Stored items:
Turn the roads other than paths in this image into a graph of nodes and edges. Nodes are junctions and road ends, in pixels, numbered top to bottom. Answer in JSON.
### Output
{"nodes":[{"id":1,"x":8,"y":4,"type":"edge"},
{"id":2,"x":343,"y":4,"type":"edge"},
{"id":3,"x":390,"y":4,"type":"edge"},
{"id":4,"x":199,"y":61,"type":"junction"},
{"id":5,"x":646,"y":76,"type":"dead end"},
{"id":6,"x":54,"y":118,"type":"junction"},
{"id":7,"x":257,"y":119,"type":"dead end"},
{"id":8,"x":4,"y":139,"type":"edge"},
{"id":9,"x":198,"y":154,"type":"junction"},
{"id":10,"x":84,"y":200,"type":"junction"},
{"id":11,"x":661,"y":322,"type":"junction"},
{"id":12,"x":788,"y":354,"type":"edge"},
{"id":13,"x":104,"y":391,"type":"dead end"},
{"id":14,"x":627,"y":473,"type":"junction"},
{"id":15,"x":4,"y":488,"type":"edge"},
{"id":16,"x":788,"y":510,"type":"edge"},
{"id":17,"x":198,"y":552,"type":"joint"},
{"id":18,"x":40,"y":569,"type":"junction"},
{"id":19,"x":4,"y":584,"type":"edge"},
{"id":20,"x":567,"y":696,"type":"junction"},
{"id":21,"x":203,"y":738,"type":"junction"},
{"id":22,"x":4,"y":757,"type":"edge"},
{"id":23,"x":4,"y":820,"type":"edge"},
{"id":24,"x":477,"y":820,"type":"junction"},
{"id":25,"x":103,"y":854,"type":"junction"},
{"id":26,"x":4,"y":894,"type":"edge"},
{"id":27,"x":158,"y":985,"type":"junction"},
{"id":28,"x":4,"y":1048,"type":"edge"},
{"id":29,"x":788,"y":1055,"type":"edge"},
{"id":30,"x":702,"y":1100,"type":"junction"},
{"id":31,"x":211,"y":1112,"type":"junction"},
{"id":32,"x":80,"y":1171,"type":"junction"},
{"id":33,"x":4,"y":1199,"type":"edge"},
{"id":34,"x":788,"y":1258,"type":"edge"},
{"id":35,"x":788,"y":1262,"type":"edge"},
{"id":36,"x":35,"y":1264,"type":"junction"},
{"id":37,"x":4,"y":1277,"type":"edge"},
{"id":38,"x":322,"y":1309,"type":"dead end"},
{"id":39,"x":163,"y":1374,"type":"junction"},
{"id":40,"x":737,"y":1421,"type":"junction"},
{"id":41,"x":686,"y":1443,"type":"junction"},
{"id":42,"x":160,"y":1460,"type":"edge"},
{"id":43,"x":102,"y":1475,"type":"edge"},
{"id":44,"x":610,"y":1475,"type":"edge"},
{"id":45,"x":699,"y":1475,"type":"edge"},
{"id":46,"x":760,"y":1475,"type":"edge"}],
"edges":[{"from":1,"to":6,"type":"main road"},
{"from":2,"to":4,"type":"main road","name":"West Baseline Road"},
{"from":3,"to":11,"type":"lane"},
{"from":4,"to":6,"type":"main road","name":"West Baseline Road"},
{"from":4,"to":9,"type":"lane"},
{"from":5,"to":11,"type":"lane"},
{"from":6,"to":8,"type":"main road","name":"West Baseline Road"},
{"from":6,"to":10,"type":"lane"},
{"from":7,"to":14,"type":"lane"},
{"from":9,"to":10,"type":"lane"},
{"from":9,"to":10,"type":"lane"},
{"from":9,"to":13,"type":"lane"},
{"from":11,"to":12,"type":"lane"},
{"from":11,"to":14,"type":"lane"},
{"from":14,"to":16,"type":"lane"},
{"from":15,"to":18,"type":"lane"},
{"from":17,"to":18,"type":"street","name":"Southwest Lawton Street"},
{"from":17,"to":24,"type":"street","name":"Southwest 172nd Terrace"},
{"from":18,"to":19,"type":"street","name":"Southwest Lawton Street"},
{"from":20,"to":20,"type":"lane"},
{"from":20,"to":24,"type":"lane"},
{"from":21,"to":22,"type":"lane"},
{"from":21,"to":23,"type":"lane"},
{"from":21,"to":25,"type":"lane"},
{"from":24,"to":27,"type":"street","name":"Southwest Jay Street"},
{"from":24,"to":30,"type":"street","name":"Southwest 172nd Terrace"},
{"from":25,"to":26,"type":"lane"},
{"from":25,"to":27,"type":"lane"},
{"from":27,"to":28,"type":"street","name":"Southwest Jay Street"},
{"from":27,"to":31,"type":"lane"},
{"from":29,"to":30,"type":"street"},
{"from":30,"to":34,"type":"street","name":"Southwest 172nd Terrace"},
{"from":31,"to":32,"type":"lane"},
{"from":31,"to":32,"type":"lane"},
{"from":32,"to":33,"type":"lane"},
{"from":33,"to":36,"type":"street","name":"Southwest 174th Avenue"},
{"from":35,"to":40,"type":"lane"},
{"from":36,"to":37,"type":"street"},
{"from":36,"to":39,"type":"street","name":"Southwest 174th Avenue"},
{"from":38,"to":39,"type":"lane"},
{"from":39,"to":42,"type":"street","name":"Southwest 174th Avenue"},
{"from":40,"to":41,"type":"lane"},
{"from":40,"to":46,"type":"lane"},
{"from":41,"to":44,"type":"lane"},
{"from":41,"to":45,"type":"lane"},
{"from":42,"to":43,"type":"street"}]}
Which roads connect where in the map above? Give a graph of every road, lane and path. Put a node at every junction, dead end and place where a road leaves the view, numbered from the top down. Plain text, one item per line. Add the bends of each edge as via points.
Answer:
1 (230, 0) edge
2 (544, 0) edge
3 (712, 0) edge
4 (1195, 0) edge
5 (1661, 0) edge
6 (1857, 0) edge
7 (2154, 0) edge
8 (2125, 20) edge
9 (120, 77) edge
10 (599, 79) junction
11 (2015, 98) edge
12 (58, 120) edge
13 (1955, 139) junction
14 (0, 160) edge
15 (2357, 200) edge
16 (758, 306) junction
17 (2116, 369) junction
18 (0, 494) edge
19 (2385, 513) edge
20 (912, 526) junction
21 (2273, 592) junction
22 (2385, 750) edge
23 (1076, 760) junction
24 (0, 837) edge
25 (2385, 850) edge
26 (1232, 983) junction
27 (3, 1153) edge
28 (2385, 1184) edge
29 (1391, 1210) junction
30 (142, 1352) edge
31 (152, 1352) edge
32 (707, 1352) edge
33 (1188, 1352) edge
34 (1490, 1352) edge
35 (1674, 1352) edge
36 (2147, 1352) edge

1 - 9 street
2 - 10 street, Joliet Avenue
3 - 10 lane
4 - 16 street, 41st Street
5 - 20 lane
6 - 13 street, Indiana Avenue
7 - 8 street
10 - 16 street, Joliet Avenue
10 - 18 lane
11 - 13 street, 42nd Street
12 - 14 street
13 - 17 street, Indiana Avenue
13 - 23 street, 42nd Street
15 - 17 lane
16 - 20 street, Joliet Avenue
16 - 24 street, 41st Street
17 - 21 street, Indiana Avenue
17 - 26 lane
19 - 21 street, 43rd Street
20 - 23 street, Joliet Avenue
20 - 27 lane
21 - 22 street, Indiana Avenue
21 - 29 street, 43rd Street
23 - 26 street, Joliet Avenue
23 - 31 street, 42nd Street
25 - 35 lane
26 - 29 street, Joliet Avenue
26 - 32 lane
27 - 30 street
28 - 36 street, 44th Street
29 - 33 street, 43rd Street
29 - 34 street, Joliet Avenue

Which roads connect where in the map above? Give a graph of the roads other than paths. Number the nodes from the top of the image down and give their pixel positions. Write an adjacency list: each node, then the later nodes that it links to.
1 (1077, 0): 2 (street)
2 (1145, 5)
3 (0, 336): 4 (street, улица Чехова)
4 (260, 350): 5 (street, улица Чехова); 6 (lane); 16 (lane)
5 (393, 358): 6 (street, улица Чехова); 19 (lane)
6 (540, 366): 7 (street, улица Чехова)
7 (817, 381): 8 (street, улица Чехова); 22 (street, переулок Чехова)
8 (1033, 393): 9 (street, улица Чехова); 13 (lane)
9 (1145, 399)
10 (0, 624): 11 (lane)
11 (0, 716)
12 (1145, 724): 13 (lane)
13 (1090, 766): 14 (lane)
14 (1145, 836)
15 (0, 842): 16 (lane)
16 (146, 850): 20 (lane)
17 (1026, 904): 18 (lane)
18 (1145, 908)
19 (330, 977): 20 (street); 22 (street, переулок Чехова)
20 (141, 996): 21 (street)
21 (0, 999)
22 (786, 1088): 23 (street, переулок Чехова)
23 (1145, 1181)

● **EXERCISE BRIEF**: Report only the number of lines in the data above that contain "where".

● **WRITTEN ANSWER**: 2